Por Adrián Freijo – Como esas olas inmensas que arrasan todo a su paso, la realidad va imponiendo su propia fuerza y obligando a la dirigencia a asumir una agenda que prefería tener escondida.
La inseguridad, la inflación, la falta de trabajo y la corrupción ocupan hoy el centro de la escena y se convierten en un alarido de enojo que amenaza con llevarse puesta la inoperancia de quienes deberían estar, desde hace mucho, buscando las soluciones.
Desde 1983 nuestros gobernantes se caracterizaron por eludir la realidad. Alfonsín sólo aceptó que la cuestión a resolver era la economía cuando la misma le estalló en las narices en forma de hiperinflación.
Hasta entonces creía –o hacía como que creía- que la cuestión de las libertades públicas y su campaña en busca de castigo a quienes habían violado los derechos humanos sería suficiente para que la gente mantuviese su alineamiento y apoyo al gobierno.
Así le fue…
Carlos Menem creyó hasta el final que aquel remedo berreta de primer mundo que había inventado haciendo base en la ficción de la convertibilidad sería suficiente para engatusar a un país que no se daría cuenta del crecimiento de la pobreza, la pérdida de empleo y la creciente corrupción que signaba su gobierno.
Así le fue…
Fernando De la Rúa creía tantas cosas…que uno termina por suponer que no se daba cuenta de nada.
Así le fue…
El kirchnerismo pasó una década entera escondiendo la realidad detrás de relatos grandilocuentes, quimeras inalcanzables, historias supuestas y combates contra molinos de viento.
Tanto Néstor como Cristina terminaron por creer que lo que sus usinas publicitasrias emitían por la televisión, sus periodistas pagos escribían y sus asalariados militantes berreaban con pasión interesada suponía la única verdad de la Argentina.
Hasta en su momento de mayor gloria, cuando un 54% de los votantes dieron un fuerte apoyo a su proyecto político, terminaron por convencerse que esa era toda la ciudadanía sin tener en cuenta que había otra mitad que estaba ya enojada con el gobierno.
Y todo les estalló en la cara.

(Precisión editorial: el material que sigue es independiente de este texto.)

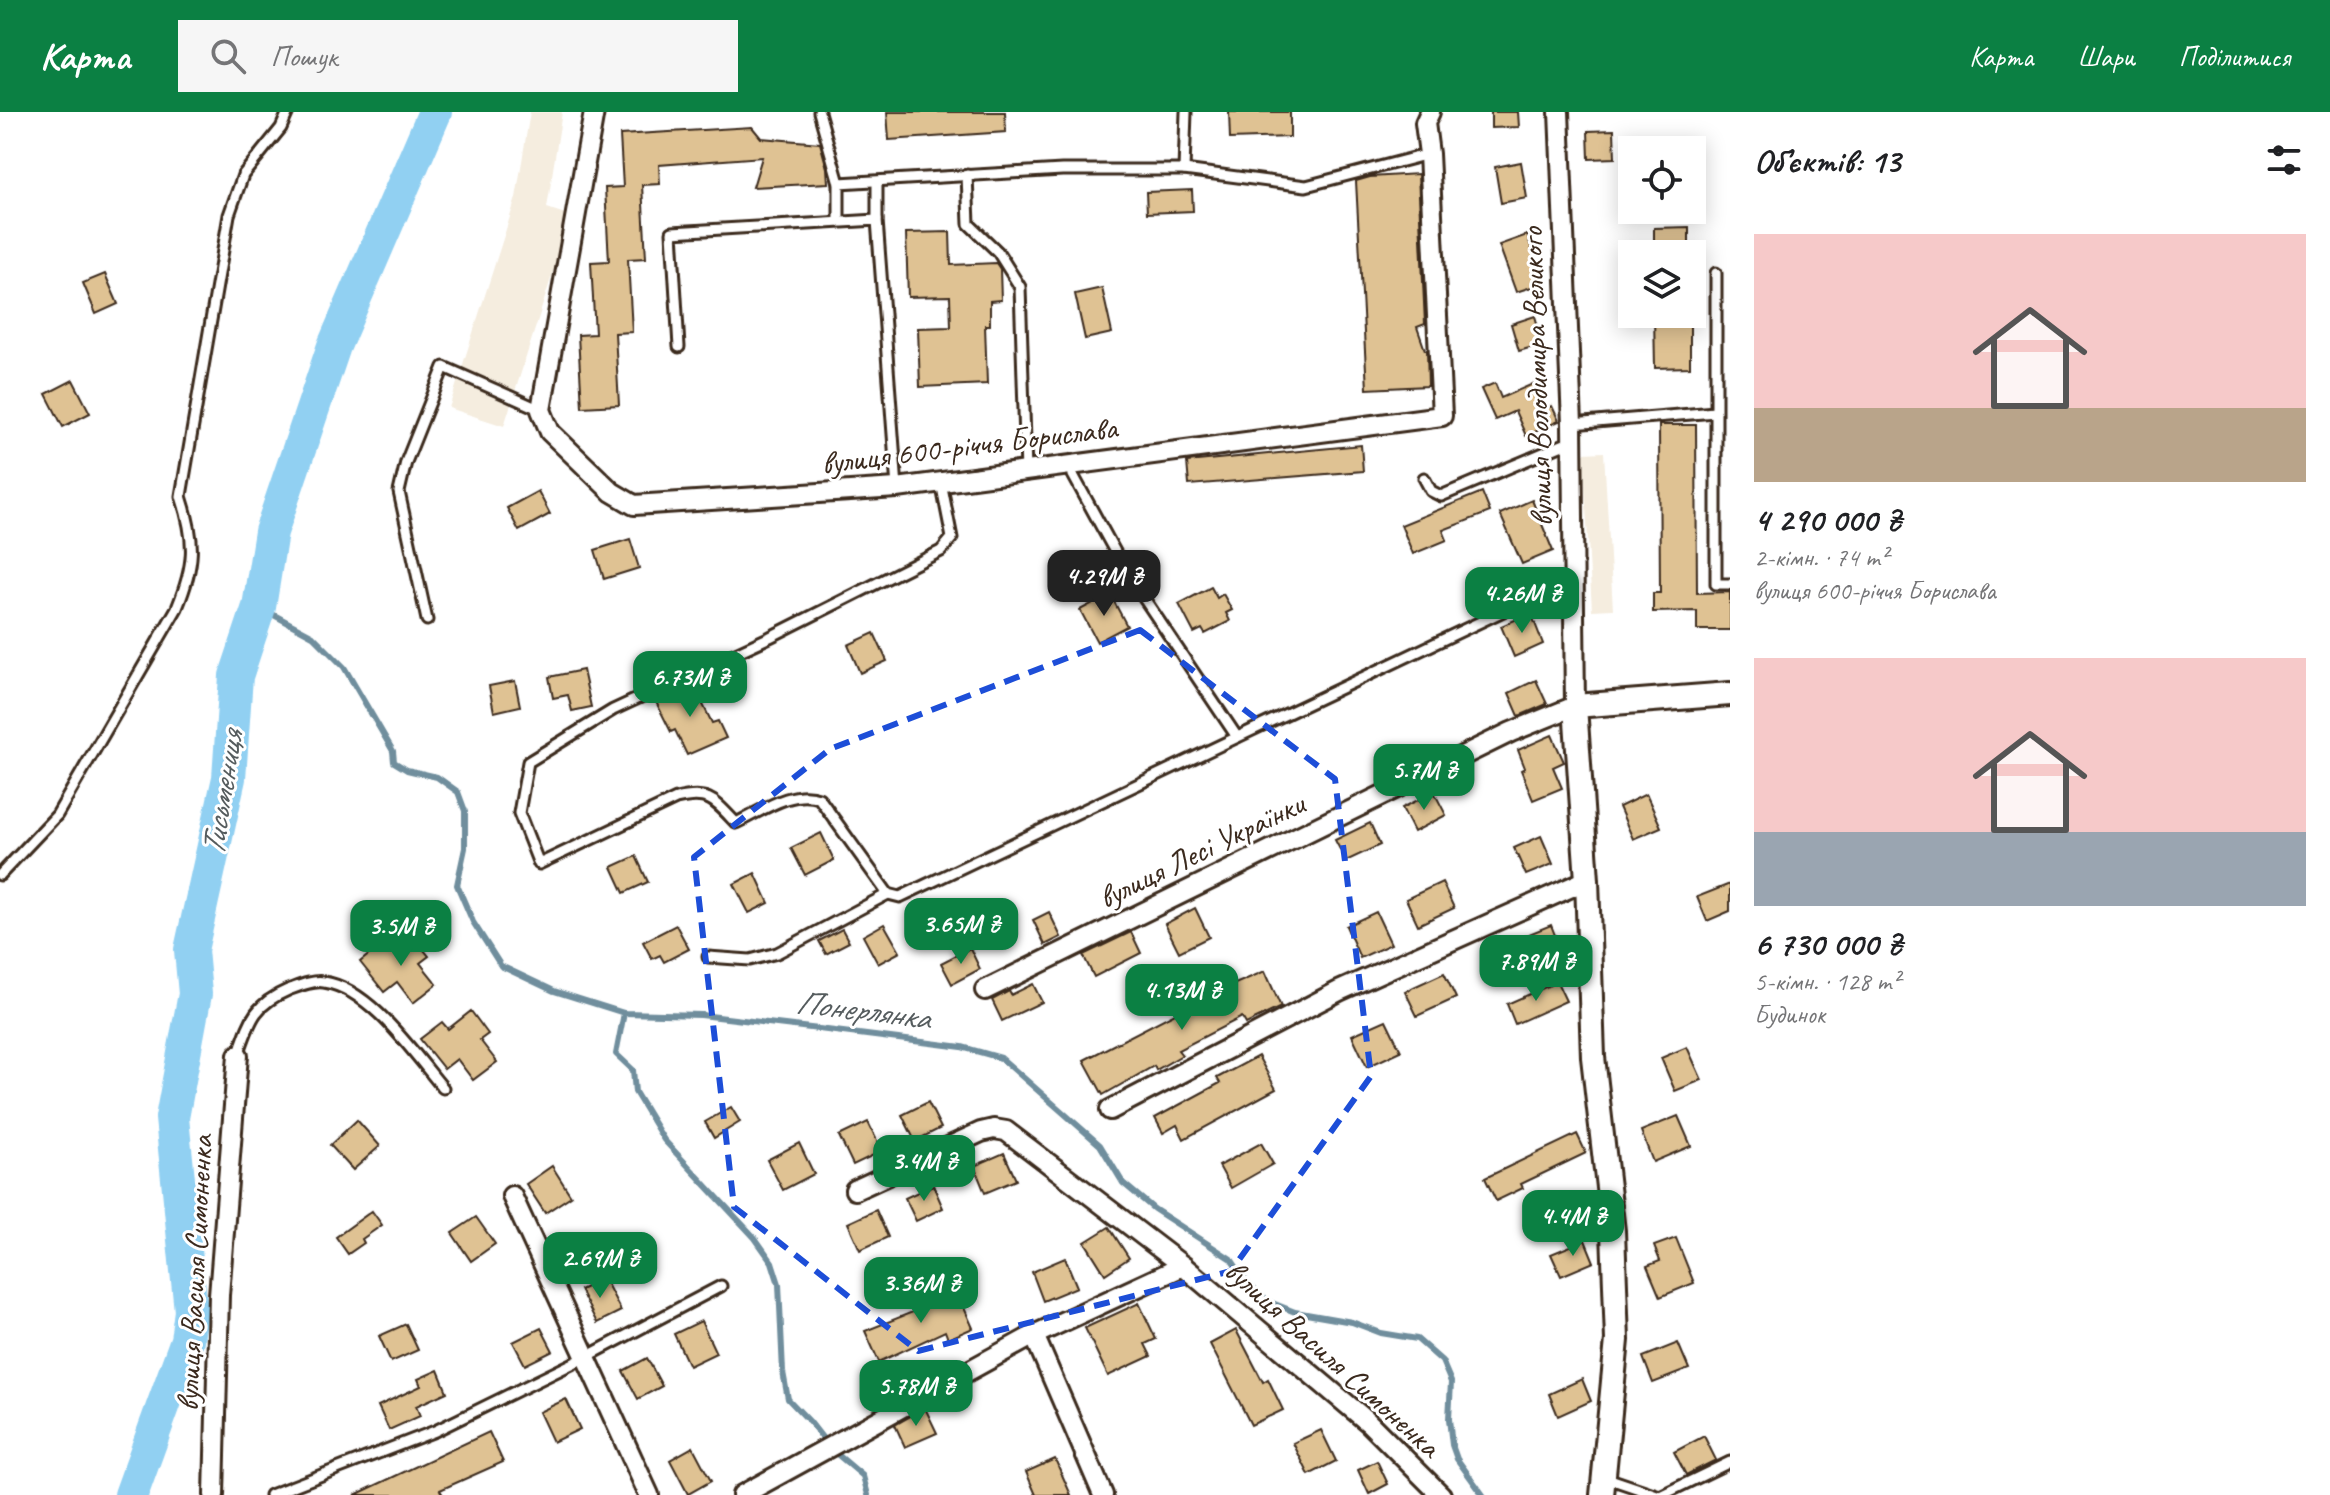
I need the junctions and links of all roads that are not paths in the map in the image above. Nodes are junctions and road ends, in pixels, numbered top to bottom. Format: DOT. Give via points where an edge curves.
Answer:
graph roads {
  1 [pos="288,112"];
  2 [pos="594,112"];
  3 [pos="819,112"];
  4 [pos="1186,112"];
  5 [pos="1430,112"];
  6 [pos="1559,112"];
  7 [pos="1429,154"];
  8 [pos="1184,170"];
  9 [pos="967,175"];
  10 [pos="877,182"];
  11 [pos="839,183"];
  12 [pos="877,220"];
  13 [pos="839,221"];
  14 [pos="1716,273"];
  15 [pos="679,347"];
  16 [pos="541,410"];
  17 [pos="1715,412"];
  18 [pos="1572,432"];
  19 [pos="1072,464"];
  20 [pos="1026,472"];
  21 [pos="1424,478"];
  22 [pos="941,482"];
  23 [pos="897,488"];
  24 [pos="1573,578"];
  25 [pos="1730,584"];
  26 [pos="427,620"];
  27 [pos="1730,694"];
  28 [pos="1575,706"];
  29 [pos="1237,737"];
  30 [pos="0,875"];
  31 [pos="1587,880"];
  32 [pos="888,894"];
  33 [pos="708,957"];
  34 [pos="985,990"];
  35 [pos="238,1055"];
  36 [pos="443,1088"];
  37 [pos="1110,1110"];
  38 [pos="855,1190"];
  39 [pos="512,1196"];
  40 [pos="1183,1266"];
  41 [pos="721,1286"];
  42 [pos="1034,1335"];
  43 [pos="586,1357"];
  44 [pos="1730,1462"];
  45 [pos="1603,1488"];
  46 [pos="214,1495"];
  47 [pos="270,1495"];
  48 [pos="649,1495"];
  49 [pos="742,1495"];
  50 [pos="1103,1495"];
  51 [pos="1441,1495"];
  52 [pos="1660,1495"];
  1 -- 30 [label="lane" via="243,175 229,215 181,496 192,536 188,580 177,608 57,815"];
  2 -- 16 [label="street"];
  3 -- 11 [label="lane"];
  4 -- 8 [label="lane"];
  5 -- 7 [label="street, вулиця 600-річчя Борислава" via="1425,123"];
  6 -- 18 [label="street, вулиця Володимира Великого"];
  7 -- 8 [label="lane" via="1306,186"];
  7 -- 19 [label="street, вулиця 600-річчя Борислава" via="1442,416"];
  8 -- 9 [label="lane"];
  9 -- 10 [label="lane"];
  9 -- 20 [label="lane" via="969,224 998,252 1020,287"];
  10 -- 11 [label="lane"];
  10 -- 12 [label="lane"];
  11 -- 13 [label="lane"];
  12 -- 13 [label="lane"];
  12 -- 23 [label="lane"];
  13 -- 15 [label="lane" via="672,232"];
  14 -- 17 [label="lane"];
  16 -- 23 [label="street, вулиця 600-річчя Борислава" via="550,432 612,492 634,505"];
  16 -- 26 [label="lane" via="444,367 399,492"];
  17 -- 18 [label="lane"];
  17 -- 25 [label="lane" via="1716,584"];
  18 -- 21 [label="lane" via="1441,496"];
  18 -- 24 [label="street, вулиця Володимира Великого"];
  19 -- 20 [label="street, вулиця 600-річчя Борислава"];
  19 -- 29 [label="lane" via="1073,475 1125,570"];
  20 -- 22 [label="street, вулиця 600-річчя Борислава"];
  22 -- 23 [label="street, вулиця 600-річчя Борислава"];
  22 -- 32 [label="lane" via="952,538 941,551 613,710 528,762 519,813 539,864 676,799 707,796 736,823 795,795 810,795 819,798"];
  24 -- 28 [label="street, вулиця Володимира Великого"];
  24 -- 29 [label="lane"];
  27 -- 28 [label="street"];
  28 -- 31 [label="street, вулиця Володимира Великого"];
  28 -- 34 [label="street, вулиця Лесі Українки" via="1511,732"];
  29 -- 32 [label="lane" via="900,897"];
  31 -- 37 [label="street" via="1339,991"];
  31 -- 45 [label="street, вулиця Володимира Великого" via="1593,1057 1613,1231 1617,1340"];
  32 -- 33 [label="lane" via="777,953 750,960"];
  35 -- 36 [label="lane" via="258,1008 302,984 322,981 381,1016"];
  35 -- 46 [label="street, вулиця Василя Симоненка" via="219,1295"];
  38 -- 40 [label="street, вулиця Василя Симоненка" via="981,1132 1006,1131"];
  39 -- 43 [label="street"];
  40 -- 42 [label="street, вулиця Василя Симоненка"];
  40 -- 51 [label="street, вулиця Василя Симоненка" via="1368,1422"];
  41 -- 43 [label="lane"];
  42 -- 49 [label="street, вулиця Василя Симоненка"];
  42 -- 50 [label="street"];
  43 -- 47 [label="lane" via="435,1431"];
  43 -- 48 [label="street"];
  44 -- 52 [label="lane"];
  45 -- 52 [label="lane"];
}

La inflación –sistemáticamente oculta desde el INDEC- apareció imparable una mañana y obligó a la Presidente a afrontar una devaluación que pudo haber sido pausada si no hubiese terminado creyendo en sus propias mentiras.
La inseguridad era una sensación…hasta que las muertes cotidianas se convirtieron en un signo distintivo del presente argentino y ya no alcanzaron los traslados histéricos de gendarmes y prefectos para cubrir un territorio asolado por la violencia y el desamparo.
Los jueces amigos cubrieron impúdicamente la más grande corrupción que haya campeado en el país en toda su historia.
Tan grande y tan escandalosa que llegó un momento en el que el tamaño del pecado y la torpeza de sus modalidades hicieron imposible ocultar lo que todos veíamos y ni siquiera aquellos jueces del poder de ayer se atrevieron a intentar exculpar funcionarios impresentables y venales.
Pero ya es tarde…el clamor popular exige soluciones que muy lejos están de poder ser relatos o maquillajes. Y que deberán aparecer rápidamente, antes que una segunda ola –que ya se vislumbra en el horizonte- se lleve puesto lo que aún quede de esta dirigencia impresentable.
A la que la realidad ha dejado desnuda y con sus patéticas humanidades al aire.